START Data extracts

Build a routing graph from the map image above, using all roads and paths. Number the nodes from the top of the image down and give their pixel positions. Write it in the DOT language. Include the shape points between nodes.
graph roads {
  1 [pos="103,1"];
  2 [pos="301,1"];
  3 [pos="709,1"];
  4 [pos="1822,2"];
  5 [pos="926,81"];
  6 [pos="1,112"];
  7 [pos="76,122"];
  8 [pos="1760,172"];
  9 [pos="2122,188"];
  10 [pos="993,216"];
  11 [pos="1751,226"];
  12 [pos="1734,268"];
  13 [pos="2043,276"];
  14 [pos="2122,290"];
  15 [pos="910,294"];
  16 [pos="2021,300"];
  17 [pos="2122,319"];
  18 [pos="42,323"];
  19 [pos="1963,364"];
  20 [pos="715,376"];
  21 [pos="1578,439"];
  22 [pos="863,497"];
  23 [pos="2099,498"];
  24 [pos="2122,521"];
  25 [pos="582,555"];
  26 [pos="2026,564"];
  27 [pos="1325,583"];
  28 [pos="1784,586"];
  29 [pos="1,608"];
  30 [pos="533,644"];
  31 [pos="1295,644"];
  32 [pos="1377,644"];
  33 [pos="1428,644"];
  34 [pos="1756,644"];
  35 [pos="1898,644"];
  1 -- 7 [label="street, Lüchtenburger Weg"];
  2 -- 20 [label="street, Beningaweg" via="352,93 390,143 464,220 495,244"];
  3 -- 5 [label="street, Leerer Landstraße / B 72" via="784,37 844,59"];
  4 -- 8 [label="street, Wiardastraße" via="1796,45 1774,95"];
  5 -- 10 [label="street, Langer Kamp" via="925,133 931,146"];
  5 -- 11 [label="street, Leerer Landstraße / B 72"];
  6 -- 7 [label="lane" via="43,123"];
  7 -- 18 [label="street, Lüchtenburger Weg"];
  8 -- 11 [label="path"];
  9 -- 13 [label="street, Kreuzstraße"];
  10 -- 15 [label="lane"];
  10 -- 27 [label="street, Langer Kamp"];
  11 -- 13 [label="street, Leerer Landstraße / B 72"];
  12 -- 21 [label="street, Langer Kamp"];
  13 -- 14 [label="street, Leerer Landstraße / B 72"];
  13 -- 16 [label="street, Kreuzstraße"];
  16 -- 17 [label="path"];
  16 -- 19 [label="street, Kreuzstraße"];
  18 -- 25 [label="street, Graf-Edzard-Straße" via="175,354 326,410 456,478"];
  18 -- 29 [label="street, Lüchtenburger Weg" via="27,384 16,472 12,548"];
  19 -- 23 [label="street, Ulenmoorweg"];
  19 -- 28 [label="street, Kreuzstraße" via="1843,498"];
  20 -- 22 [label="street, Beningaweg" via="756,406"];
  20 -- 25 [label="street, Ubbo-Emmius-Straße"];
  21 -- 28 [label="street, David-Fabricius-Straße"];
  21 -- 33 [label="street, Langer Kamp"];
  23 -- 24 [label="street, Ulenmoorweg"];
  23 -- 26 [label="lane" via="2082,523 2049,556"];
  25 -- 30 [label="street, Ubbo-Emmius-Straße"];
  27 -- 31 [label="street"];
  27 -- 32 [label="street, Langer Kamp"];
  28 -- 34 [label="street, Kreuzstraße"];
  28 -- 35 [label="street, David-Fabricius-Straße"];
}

END Data extracts

**Problem description**
Every line of the material that holds the word "Fabricius" must be found and copied.

**Response area**
  21 -- 28 [label="street, David-Fabricius-Straße"];
  28 -- 35 [label="street, David-Fabricius-Straße"];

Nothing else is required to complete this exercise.